My dad has always been on the over-enthusiastic side... (which is a trait that I have picked up with full force)
Once, we were buying a TV. I remember we had this giant ugly box of a tv for the longest time (2005-2006ish), so we were finally getting a TV for the living room, which was a very exciting event for our family, my dad likes his Lifetime movies. We're at Best Buy, checking out televisions. I'm like 13 years old so naturally I didn't give a shit about the world or anything that was going on at the moment, I was over by the cameras or something trying to blatantly ignore my parents (sorry mom, I was an asshole when I was a kid).
I've always been used to hearing my dad's voice blaring through crowds, he's quite the loud talker (another trait I have picked up with full force) and he's always known to make his presence very known in one way or another.

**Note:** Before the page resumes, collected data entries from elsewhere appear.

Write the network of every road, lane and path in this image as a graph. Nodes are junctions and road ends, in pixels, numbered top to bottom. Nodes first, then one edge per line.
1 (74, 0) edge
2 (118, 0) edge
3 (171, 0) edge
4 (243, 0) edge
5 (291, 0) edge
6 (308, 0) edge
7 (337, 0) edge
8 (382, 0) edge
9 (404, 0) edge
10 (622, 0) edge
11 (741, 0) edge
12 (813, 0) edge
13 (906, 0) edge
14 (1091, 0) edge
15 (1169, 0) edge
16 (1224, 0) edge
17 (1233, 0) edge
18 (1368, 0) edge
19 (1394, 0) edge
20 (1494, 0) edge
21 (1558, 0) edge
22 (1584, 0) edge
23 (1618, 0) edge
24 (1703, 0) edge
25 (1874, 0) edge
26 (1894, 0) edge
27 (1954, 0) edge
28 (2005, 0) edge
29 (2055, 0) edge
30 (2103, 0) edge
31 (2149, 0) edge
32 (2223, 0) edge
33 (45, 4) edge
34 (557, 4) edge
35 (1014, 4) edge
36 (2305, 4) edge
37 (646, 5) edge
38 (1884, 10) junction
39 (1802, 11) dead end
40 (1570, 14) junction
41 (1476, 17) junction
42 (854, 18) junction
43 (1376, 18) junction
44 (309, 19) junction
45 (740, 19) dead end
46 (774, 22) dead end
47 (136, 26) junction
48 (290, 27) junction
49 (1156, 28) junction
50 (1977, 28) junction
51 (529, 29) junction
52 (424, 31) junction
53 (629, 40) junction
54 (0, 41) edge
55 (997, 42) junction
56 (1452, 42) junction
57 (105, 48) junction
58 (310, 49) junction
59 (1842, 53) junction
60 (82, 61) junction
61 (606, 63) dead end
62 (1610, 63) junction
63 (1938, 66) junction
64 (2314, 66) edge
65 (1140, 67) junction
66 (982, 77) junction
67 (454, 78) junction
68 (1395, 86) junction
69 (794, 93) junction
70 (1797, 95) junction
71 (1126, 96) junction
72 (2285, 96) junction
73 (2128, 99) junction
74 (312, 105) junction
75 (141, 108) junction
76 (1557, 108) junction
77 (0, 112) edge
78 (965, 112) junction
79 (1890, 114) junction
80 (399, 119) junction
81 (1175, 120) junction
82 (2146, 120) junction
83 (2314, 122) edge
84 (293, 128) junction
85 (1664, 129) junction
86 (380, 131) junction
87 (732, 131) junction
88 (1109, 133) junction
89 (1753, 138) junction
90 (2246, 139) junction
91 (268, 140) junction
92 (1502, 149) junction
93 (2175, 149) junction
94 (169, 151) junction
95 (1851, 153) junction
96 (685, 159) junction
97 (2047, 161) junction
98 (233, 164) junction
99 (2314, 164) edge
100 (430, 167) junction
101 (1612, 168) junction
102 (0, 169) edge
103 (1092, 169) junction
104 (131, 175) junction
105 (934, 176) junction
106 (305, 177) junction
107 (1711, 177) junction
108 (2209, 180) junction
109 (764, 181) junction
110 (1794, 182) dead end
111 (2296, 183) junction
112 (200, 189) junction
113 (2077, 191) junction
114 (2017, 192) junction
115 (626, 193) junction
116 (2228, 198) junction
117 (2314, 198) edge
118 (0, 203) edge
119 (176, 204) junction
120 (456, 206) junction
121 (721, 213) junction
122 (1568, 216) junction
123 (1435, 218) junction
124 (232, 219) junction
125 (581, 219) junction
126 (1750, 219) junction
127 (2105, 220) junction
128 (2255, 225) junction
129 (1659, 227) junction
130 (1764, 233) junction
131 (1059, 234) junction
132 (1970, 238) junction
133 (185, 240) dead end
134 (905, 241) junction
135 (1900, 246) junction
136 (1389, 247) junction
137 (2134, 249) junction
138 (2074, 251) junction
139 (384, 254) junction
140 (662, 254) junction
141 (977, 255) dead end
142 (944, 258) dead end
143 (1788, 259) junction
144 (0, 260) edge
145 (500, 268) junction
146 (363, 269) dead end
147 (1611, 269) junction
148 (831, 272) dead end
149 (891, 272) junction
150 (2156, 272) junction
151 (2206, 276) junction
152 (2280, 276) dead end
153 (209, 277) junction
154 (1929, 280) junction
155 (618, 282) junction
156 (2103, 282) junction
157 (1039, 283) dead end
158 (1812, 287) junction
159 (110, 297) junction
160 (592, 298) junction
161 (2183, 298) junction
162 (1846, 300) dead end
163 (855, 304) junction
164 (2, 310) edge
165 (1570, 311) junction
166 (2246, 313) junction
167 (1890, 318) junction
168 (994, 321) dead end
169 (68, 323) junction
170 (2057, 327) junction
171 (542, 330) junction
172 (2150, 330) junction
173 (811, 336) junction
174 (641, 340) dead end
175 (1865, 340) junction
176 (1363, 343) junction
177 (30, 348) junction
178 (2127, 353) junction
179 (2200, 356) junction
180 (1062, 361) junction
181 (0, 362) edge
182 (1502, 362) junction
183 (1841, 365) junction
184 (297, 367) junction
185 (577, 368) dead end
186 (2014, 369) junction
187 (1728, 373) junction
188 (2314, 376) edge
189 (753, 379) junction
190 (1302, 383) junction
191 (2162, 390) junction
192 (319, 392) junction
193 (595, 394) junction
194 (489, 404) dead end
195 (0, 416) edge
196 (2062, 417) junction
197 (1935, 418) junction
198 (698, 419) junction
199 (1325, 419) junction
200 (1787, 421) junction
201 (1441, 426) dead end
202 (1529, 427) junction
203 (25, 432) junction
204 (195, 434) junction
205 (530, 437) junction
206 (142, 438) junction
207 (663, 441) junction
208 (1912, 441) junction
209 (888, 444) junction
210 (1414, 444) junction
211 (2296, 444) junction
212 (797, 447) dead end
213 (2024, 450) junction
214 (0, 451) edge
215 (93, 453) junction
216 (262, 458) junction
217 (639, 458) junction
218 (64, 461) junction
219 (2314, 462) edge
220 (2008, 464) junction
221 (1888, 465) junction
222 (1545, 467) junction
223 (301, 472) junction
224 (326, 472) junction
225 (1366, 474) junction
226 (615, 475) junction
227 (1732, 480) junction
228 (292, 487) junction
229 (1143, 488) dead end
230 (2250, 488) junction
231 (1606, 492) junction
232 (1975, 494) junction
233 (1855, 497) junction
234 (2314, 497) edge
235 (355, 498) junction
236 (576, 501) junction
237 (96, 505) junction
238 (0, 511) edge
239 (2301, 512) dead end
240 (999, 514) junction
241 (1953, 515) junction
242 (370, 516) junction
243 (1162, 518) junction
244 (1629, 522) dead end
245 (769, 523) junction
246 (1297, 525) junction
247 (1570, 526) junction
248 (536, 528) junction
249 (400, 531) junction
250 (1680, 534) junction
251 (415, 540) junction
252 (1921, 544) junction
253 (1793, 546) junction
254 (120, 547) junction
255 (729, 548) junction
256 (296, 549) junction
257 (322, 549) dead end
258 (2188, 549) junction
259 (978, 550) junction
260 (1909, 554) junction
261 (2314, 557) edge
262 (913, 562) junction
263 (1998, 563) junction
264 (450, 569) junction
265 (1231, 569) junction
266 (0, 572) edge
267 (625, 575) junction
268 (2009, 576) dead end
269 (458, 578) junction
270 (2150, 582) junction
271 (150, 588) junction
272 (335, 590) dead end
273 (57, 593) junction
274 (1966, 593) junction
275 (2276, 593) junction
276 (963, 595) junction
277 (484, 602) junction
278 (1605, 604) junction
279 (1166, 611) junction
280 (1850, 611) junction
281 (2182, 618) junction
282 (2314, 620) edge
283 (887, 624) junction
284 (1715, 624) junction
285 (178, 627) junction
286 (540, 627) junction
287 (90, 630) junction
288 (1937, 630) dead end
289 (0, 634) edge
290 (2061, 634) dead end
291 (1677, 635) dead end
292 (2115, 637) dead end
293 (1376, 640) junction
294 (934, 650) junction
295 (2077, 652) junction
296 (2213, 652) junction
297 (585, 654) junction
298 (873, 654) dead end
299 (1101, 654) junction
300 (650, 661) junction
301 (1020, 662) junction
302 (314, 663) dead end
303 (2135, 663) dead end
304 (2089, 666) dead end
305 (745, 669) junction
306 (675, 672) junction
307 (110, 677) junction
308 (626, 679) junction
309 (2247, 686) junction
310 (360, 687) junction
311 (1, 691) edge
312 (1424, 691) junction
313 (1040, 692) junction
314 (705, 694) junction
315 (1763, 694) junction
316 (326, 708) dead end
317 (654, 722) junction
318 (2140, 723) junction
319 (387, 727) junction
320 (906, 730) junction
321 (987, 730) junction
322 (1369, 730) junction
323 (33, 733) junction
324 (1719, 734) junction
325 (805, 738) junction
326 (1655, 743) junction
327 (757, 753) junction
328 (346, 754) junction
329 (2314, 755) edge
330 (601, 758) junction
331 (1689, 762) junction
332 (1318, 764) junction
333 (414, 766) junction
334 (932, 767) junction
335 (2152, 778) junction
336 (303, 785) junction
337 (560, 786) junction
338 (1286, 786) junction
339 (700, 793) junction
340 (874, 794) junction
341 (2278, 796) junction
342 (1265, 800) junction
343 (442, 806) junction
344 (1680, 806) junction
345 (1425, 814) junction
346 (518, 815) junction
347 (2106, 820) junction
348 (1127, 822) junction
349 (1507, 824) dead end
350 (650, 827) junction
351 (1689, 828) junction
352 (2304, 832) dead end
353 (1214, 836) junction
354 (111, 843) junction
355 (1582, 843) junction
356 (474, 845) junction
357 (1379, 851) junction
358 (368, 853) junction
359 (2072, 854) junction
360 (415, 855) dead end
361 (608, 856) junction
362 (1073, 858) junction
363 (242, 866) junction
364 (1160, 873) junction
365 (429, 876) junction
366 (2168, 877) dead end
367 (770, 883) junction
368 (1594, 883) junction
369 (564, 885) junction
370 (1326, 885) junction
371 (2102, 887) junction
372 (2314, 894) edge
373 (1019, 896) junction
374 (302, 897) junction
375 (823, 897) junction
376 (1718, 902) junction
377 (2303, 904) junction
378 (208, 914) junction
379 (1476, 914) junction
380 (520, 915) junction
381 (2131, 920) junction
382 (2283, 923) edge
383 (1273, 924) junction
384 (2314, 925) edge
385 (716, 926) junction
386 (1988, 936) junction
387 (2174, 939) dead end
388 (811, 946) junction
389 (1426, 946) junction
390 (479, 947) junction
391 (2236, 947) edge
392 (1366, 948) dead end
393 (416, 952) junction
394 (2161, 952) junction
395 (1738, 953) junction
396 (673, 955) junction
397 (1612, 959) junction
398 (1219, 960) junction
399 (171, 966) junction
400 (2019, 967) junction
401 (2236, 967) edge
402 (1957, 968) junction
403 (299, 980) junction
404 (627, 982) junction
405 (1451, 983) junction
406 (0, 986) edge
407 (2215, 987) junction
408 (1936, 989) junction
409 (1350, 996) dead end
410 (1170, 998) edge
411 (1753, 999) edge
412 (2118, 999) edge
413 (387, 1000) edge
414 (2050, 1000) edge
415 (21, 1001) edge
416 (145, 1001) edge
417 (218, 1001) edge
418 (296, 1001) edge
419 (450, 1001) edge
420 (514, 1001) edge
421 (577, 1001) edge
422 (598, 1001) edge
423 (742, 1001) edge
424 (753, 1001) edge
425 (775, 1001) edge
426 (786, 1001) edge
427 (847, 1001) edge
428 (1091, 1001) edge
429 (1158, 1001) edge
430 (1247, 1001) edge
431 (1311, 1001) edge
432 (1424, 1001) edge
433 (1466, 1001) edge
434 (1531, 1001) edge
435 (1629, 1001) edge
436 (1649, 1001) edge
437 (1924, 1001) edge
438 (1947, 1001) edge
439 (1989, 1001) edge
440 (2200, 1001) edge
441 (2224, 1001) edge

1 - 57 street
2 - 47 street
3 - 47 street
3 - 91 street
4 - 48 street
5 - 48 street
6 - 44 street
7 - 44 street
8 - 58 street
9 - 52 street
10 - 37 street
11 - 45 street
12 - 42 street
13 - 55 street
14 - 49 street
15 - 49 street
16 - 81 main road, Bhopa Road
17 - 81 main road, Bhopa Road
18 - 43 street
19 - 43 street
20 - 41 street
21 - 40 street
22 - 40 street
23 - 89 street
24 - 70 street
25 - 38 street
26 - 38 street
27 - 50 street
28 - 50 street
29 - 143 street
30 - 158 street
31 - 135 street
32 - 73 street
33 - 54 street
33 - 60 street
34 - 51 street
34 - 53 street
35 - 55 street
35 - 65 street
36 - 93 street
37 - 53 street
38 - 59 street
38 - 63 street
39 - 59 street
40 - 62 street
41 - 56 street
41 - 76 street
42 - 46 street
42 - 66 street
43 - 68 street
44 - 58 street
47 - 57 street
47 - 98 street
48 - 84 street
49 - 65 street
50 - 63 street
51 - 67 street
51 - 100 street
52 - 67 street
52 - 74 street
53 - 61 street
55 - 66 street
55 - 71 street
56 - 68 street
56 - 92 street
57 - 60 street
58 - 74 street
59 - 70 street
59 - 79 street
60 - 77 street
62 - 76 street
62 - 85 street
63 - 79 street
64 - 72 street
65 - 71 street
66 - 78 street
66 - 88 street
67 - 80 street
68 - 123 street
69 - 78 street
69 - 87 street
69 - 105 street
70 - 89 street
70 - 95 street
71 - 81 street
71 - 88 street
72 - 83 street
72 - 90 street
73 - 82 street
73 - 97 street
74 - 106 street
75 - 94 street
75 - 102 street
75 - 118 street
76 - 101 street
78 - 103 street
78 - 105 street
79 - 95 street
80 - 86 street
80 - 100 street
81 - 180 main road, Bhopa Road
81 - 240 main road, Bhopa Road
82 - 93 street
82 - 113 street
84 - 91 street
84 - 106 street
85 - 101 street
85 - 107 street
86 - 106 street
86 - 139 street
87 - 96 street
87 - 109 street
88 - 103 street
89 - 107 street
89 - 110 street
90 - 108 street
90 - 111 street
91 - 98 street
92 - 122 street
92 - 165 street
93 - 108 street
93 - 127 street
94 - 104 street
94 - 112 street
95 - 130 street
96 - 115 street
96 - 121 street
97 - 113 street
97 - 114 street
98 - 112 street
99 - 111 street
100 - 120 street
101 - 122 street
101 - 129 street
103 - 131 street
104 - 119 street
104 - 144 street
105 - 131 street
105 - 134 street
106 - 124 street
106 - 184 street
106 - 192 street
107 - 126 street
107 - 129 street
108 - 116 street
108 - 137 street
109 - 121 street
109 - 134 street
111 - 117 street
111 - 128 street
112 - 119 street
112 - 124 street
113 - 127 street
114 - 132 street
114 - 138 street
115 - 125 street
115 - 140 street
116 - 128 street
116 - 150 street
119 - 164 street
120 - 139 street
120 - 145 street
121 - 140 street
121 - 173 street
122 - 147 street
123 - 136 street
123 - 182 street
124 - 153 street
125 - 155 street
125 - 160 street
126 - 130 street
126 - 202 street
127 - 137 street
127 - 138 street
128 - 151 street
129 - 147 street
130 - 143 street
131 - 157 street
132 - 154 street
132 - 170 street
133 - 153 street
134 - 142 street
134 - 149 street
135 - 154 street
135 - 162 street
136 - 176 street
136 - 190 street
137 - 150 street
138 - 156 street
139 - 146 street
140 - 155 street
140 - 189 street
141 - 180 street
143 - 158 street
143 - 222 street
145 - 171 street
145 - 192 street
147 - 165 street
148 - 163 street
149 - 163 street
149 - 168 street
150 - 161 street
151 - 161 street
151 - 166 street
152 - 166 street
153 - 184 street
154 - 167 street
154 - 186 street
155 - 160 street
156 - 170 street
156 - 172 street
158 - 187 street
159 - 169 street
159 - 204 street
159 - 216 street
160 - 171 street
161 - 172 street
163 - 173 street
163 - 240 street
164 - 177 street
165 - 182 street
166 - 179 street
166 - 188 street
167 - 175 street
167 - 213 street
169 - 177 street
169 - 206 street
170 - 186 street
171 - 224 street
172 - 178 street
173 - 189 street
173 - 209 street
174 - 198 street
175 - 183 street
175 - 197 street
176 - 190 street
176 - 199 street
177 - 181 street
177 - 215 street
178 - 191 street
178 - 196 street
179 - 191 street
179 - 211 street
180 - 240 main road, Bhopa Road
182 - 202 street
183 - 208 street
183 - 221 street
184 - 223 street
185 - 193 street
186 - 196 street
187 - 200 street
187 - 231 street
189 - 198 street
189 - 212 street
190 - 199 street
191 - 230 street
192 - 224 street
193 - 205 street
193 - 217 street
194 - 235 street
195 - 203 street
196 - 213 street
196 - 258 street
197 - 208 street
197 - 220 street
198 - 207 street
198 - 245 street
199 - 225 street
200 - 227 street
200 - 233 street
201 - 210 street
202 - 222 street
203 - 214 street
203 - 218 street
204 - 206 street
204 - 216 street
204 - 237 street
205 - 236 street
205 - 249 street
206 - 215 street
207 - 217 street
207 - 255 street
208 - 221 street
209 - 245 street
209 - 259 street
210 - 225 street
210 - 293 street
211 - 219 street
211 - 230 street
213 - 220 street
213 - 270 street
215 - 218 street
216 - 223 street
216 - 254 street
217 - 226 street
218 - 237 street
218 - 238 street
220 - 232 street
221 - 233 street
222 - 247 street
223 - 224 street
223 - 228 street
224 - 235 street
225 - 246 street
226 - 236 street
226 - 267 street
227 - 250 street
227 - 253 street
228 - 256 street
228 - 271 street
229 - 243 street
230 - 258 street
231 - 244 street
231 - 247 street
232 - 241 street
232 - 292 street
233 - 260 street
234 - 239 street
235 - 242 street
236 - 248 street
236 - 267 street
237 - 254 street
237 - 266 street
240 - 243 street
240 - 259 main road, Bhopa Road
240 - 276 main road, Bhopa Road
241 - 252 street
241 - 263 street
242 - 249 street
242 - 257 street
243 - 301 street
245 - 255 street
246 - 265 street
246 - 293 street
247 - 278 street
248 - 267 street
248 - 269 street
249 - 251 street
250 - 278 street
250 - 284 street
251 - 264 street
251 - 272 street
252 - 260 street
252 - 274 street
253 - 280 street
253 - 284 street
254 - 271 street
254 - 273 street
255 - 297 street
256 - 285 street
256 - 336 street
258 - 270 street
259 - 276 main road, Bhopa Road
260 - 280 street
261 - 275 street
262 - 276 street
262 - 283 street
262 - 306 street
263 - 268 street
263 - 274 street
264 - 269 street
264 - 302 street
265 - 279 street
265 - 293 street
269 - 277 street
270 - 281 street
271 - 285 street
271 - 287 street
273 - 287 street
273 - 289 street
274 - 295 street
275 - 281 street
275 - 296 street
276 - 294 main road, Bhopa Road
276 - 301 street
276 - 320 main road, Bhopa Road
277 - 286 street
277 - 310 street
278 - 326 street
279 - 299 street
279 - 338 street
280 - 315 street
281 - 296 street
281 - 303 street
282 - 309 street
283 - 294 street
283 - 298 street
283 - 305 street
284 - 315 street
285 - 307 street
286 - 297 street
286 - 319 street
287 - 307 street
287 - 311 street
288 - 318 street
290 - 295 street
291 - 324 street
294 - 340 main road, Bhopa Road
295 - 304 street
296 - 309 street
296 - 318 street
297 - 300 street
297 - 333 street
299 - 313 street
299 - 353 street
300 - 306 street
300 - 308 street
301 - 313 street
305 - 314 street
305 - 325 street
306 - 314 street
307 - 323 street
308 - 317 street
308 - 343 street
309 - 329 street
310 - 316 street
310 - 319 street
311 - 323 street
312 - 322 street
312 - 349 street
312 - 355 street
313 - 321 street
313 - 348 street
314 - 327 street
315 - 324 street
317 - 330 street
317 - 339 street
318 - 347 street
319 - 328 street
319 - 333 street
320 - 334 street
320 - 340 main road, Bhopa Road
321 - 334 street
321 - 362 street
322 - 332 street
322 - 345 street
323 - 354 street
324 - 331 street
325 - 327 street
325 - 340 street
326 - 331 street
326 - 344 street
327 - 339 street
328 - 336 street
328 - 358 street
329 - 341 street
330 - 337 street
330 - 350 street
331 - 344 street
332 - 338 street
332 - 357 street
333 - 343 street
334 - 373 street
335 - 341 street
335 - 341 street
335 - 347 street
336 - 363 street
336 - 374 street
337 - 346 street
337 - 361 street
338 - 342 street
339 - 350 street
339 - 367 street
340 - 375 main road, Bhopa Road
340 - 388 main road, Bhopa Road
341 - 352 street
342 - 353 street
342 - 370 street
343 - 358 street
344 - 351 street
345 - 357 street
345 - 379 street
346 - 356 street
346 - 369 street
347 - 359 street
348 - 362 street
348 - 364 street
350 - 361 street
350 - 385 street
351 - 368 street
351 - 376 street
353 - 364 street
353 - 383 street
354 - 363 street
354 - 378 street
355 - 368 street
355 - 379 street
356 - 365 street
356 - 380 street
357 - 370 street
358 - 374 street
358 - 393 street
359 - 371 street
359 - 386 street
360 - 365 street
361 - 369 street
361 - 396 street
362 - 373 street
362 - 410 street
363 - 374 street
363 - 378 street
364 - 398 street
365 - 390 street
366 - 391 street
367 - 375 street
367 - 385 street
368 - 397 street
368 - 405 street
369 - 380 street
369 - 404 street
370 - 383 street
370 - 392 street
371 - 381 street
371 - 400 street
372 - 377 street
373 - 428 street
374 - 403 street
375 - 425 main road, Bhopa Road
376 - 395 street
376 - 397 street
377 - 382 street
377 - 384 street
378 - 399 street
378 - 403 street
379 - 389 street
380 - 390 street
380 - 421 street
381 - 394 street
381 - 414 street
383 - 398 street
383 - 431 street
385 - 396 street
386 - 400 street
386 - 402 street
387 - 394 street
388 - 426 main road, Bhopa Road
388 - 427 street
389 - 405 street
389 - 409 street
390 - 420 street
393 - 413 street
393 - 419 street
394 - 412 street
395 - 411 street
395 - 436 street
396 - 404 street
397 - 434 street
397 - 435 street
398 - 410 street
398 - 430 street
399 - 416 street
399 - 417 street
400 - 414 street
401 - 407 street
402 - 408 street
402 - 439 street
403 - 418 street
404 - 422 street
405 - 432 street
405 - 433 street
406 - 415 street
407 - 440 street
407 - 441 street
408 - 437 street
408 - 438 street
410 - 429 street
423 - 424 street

I hear my dad's voice picking up, as if he's literally turning the volume dial to his voice up to full blast, and he's asking questions. Questions galore. Asking questions is no doubt, NO DOUBT, a trait I have picked up with full force. Poor 18 year old Steve at Best Buy who probably just got that job and is paying for his 1996 Toyota Camry and just wants a little money to be able to hang with his friends every now and then... is STUCK talking to my dad. When my dad finds a person to talk to, it's like he's locked his jaw on a poor victim. As soon as he's talking, there's no getting away. So, my dad is YAPPING. Asking questions, telling the poor kid stories about how he was around during the 50's when there were only 3 channels and blah blah blah Marlon Brando.
My father asks questions as if he's playing basketball, and he's always on defense. The more he speaks, the closer he's getting (unknowingly) to this poor kid.
And my dad spits when he talks.
My dad is talking away. Talking so much I'm surprised his mouth didn't fly off his head. Poor kid is literally wiping his face at this point. Steve did not sign up to be a sales associate at Best Buy to get lectured to about prehistoric televisions. I am sorry, Steve. I hope life is treating you well wherever you're at now.
My mom and I are watching from the sidelines, unable to assist in this basketball game that my dad is winning by far. With every sentence, he takes a step forward and Steve takes a step back.
Finally, my mom rushes to the scene, grabs my dad my the elbow (with the secret yank that tells anybody who has just been grabbed by the elbow "Hey, shut the fuck up?") and that gives Steve just the out he needs to grab another associate for help.
My mother, embarrassed and giggling with me about my eccentric father who just terrified this poor kid with his pure excitement about life and yearning to be friendly and make conversation, rush to the kitchen section in hope of sanctuary for our laughing fits and an escape from ever seeing poor Steve ever again.
We left shortly after, notifying my father of his speech habits.
We did not get a TV that day.
I wish I had more pictures with my dad to post. I'll take more.